What you have to do →
Scan the entries that follow and copy out every line containing "rows".

Dataset records
____
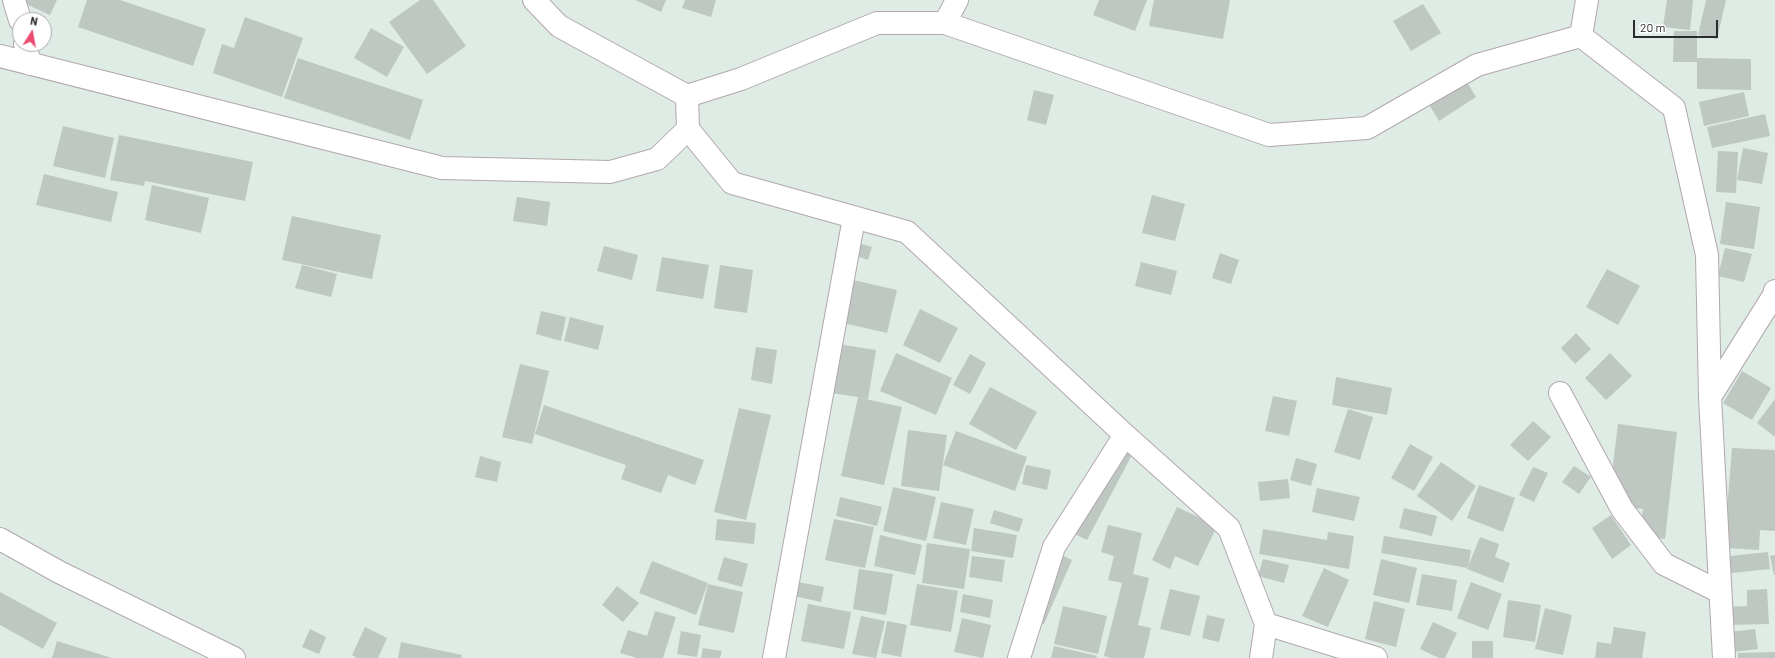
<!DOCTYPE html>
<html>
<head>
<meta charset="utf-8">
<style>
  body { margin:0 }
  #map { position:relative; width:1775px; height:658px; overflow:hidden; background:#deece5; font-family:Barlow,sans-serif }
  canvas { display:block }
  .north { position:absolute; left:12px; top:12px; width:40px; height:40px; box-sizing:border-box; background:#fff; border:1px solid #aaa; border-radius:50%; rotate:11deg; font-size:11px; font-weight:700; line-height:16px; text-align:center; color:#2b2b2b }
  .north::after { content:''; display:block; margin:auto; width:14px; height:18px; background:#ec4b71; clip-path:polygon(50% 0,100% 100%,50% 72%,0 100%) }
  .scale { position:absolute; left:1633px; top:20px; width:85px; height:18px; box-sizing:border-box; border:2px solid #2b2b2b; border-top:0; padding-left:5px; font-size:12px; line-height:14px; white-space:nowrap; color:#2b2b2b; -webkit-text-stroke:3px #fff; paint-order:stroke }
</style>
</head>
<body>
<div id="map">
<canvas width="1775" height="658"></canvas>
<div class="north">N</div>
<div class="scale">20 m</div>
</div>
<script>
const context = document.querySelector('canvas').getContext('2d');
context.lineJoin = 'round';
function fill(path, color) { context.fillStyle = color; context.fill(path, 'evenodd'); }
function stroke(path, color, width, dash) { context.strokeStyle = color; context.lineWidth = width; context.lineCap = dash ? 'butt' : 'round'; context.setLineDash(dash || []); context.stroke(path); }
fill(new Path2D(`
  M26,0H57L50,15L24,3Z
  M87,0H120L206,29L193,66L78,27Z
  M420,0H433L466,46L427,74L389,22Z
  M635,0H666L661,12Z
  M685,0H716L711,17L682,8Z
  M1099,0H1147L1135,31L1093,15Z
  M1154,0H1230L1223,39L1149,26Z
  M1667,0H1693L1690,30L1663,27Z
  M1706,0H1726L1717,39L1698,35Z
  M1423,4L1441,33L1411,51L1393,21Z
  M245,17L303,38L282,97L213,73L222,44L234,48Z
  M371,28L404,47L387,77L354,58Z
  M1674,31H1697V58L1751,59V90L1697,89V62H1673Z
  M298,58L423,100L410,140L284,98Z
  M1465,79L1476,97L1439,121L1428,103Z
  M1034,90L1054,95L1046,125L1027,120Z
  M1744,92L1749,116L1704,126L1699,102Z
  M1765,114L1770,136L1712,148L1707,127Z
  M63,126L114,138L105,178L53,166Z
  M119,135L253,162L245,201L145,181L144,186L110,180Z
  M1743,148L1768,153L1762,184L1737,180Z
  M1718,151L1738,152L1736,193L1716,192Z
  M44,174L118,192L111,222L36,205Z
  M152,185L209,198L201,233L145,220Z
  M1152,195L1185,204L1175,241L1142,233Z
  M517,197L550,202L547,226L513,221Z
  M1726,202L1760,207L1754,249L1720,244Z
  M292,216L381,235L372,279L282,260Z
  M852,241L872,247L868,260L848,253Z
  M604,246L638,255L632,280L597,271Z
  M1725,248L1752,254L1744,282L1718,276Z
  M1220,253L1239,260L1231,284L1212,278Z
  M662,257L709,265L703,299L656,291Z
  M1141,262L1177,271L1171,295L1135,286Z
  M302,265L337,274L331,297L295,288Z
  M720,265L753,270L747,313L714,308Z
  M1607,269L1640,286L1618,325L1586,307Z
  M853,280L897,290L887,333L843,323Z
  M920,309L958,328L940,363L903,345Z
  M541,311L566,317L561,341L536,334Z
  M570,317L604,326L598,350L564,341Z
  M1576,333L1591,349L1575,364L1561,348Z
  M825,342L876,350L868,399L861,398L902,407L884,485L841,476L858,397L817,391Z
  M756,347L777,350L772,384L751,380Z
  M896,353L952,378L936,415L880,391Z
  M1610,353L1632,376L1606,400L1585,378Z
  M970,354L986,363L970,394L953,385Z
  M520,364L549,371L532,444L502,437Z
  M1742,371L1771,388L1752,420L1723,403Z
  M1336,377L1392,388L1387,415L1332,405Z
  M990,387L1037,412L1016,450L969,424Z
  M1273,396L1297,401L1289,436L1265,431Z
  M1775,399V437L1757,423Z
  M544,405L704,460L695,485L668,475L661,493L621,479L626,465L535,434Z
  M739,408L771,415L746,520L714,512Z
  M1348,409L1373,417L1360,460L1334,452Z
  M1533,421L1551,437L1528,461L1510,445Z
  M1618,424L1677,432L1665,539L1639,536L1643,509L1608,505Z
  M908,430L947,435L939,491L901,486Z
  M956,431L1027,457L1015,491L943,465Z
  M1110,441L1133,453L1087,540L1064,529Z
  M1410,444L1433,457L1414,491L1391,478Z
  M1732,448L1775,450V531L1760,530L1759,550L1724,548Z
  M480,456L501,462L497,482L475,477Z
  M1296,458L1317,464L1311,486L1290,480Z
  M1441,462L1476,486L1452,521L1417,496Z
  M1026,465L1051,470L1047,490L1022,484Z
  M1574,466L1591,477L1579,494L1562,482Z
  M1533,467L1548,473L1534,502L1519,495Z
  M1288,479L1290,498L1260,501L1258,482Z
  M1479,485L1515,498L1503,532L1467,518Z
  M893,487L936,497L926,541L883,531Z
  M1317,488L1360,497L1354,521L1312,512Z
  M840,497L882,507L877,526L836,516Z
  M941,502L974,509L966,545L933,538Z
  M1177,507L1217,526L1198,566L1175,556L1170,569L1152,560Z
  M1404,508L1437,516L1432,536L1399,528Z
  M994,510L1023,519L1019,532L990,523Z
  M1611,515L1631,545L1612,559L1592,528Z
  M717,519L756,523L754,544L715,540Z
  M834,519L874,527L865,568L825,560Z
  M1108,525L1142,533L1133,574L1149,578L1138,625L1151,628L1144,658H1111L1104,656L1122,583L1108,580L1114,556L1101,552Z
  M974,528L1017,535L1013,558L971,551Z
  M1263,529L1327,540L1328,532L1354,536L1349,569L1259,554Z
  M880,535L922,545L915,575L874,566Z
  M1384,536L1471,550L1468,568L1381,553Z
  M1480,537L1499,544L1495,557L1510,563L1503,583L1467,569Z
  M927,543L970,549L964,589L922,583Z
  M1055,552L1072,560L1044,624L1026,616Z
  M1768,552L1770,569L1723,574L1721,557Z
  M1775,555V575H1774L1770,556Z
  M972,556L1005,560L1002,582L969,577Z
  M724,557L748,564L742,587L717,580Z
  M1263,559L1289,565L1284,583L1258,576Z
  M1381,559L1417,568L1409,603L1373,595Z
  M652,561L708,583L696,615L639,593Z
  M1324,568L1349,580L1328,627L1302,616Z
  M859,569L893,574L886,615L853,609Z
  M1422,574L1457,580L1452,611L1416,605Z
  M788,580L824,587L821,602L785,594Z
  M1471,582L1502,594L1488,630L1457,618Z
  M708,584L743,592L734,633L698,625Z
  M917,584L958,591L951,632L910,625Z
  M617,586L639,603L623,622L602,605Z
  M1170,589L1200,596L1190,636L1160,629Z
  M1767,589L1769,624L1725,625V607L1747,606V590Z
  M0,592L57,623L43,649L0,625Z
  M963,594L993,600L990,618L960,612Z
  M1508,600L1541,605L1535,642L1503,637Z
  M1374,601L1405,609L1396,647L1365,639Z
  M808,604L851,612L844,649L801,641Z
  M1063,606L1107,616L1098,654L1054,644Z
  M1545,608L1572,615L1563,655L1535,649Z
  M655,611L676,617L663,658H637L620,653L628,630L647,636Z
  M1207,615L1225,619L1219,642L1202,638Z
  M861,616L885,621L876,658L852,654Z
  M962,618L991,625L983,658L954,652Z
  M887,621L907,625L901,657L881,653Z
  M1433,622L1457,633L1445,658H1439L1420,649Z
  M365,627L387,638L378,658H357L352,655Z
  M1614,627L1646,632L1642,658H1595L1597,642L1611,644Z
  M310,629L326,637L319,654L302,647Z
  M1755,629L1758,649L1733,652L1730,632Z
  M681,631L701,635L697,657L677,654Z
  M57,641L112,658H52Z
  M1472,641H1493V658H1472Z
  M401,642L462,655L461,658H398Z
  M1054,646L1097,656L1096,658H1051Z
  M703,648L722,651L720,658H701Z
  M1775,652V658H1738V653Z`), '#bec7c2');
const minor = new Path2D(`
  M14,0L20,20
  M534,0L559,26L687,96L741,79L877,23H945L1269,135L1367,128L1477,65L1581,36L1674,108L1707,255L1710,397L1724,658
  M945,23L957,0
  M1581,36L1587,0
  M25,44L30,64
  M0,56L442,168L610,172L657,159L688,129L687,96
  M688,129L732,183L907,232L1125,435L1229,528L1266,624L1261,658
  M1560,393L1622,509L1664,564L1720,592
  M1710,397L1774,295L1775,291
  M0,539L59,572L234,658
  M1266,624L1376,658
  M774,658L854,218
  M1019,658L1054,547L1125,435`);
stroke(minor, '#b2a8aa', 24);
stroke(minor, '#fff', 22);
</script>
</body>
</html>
____
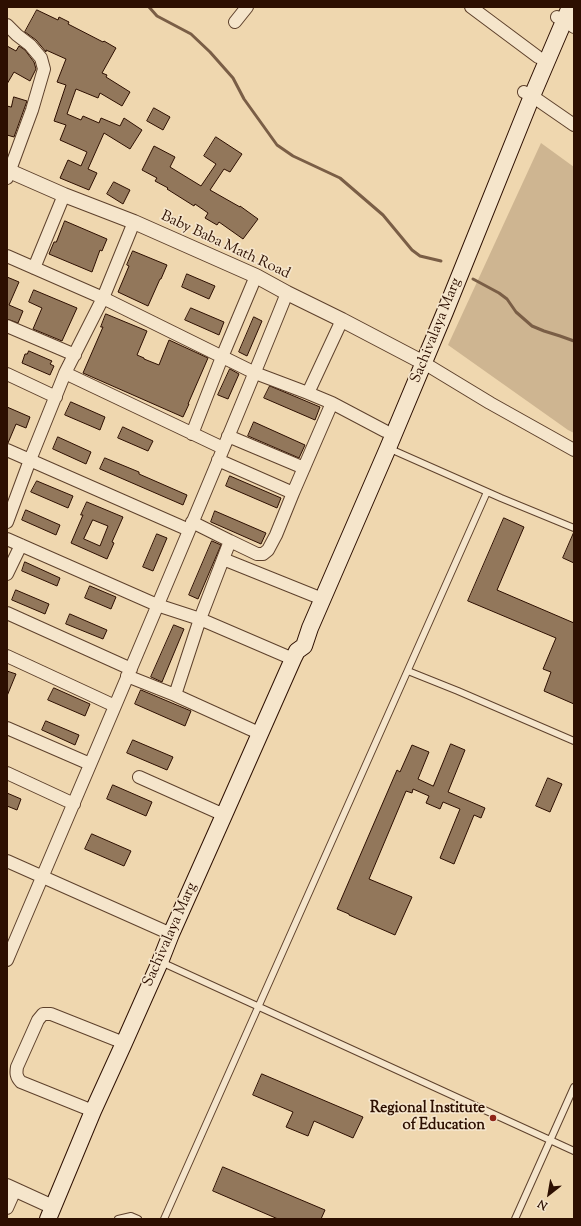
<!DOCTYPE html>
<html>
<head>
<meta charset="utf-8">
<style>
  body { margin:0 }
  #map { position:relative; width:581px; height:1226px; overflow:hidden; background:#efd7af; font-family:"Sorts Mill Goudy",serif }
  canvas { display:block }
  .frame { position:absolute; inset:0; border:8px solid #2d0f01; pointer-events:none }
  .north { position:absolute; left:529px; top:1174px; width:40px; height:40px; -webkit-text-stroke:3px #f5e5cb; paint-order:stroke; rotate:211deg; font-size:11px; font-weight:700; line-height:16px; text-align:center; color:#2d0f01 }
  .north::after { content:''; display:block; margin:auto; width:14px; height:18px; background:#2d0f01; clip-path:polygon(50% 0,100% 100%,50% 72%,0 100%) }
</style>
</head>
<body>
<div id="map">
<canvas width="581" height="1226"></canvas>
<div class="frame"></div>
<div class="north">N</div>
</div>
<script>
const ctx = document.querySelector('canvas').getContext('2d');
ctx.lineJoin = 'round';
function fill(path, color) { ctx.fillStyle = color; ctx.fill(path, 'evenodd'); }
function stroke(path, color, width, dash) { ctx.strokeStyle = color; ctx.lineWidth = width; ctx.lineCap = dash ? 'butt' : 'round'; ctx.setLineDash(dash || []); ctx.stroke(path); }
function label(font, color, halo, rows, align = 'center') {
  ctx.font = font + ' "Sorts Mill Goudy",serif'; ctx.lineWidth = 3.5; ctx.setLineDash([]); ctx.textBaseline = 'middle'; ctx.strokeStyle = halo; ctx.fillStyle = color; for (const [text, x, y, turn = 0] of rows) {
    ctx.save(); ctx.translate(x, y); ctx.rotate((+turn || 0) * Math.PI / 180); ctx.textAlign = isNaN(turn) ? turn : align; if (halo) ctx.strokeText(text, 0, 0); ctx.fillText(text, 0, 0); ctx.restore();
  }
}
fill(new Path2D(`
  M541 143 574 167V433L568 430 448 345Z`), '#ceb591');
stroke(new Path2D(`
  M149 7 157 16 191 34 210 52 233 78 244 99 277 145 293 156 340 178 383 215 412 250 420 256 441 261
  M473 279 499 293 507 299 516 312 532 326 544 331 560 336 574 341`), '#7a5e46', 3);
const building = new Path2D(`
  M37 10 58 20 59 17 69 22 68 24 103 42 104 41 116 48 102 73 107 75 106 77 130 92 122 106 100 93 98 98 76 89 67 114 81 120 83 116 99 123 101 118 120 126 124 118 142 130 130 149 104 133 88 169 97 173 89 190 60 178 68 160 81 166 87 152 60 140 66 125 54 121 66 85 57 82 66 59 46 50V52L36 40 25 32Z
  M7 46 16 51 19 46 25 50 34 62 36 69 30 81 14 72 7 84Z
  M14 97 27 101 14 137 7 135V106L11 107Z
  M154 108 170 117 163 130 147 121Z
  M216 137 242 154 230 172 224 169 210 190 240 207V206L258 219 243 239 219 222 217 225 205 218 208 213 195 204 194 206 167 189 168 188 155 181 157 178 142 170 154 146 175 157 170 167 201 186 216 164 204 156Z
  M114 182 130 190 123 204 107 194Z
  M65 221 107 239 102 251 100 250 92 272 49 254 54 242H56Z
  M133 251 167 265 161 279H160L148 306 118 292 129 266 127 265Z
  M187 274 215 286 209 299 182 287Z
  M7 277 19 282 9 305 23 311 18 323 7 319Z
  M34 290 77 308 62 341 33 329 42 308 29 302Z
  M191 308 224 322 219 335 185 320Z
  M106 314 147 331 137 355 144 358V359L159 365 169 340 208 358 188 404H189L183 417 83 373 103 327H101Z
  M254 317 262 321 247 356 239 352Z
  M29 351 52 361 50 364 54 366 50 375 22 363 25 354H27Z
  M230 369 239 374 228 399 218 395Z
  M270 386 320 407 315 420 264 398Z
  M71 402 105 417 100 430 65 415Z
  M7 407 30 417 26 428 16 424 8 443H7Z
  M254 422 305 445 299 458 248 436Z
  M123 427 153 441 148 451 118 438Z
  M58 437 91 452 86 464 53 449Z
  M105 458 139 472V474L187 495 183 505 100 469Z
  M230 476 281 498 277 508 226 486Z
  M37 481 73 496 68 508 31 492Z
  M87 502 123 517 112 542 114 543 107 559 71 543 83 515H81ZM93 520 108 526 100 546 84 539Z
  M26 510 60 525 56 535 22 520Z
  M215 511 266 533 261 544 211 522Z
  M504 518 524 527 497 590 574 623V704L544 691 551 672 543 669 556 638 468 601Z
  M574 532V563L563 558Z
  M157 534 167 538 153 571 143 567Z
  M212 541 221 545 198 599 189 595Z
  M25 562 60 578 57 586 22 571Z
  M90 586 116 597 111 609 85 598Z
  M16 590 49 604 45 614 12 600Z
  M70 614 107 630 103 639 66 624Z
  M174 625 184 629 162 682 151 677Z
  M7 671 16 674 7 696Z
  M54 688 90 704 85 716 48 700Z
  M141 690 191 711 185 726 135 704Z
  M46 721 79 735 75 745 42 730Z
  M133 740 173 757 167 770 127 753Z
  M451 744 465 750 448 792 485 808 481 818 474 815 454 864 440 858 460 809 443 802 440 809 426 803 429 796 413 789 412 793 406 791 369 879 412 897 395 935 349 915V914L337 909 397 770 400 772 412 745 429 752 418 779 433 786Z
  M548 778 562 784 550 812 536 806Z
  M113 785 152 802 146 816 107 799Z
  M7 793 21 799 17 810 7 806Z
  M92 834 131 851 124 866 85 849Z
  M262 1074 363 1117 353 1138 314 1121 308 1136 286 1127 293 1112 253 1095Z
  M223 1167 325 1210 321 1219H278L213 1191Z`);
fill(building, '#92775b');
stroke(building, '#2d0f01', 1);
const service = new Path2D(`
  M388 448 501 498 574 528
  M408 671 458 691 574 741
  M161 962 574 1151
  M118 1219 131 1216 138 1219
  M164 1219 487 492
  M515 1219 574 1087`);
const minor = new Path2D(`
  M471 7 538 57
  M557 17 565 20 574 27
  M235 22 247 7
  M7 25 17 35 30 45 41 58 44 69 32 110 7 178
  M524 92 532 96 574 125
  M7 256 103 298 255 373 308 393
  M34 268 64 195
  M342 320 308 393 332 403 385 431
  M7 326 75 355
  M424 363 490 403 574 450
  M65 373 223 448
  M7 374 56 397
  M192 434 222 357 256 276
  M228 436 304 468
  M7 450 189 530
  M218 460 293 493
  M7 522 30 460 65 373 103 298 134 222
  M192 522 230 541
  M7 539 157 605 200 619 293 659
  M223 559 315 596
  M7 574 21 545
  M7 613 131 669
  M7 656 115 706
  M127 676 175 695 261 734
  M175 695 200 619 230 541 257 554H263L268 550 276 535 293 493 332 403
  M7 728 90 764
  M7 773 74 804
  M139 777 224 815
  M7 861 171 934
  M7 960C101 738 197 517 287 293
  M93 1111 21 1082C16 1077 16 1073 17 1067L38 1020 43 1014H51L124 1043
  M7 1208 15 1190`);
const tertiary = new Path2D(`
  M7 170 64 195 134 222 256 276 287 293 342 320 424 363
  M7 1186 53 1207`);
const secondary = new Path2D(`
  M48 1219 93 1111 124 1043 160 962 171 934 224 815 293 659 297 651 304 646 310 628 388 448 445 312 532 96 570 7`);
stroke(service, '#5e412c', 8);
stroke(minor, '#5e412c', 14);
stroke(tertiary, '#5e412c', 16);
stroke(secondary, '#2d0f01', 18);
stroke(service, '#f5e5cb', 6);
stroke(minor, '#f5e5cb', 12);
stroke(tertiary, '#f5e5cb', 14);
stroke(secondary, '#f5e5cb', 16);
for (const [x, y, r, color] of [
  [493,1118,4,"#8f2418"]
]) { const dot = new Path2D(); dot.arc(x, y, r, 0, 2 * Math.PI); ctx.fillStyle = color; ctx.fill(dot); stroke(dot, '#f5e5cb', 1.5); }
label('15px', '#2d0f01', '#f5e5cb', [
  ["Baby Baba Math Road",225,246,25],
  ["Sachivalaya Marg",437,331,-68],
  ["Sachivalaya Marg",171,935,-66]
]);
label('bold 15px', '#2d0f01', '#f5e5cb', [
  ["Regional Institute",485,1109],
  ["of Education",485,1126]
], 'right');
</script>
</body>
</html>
____
Response area →
function label(font, color, halo, rows, align = 'center') {
  ctx.font = font + ' "Sorts Mill Goudy",serif'; ctx.lineWidth = 3.5; ctx.setLineDash([]); ctx.textBaseline = 'middle'; ctx.strokeStyle = halo; ctx.fillStyle = color; for (const [text, x, y, turn = 0] of rows) {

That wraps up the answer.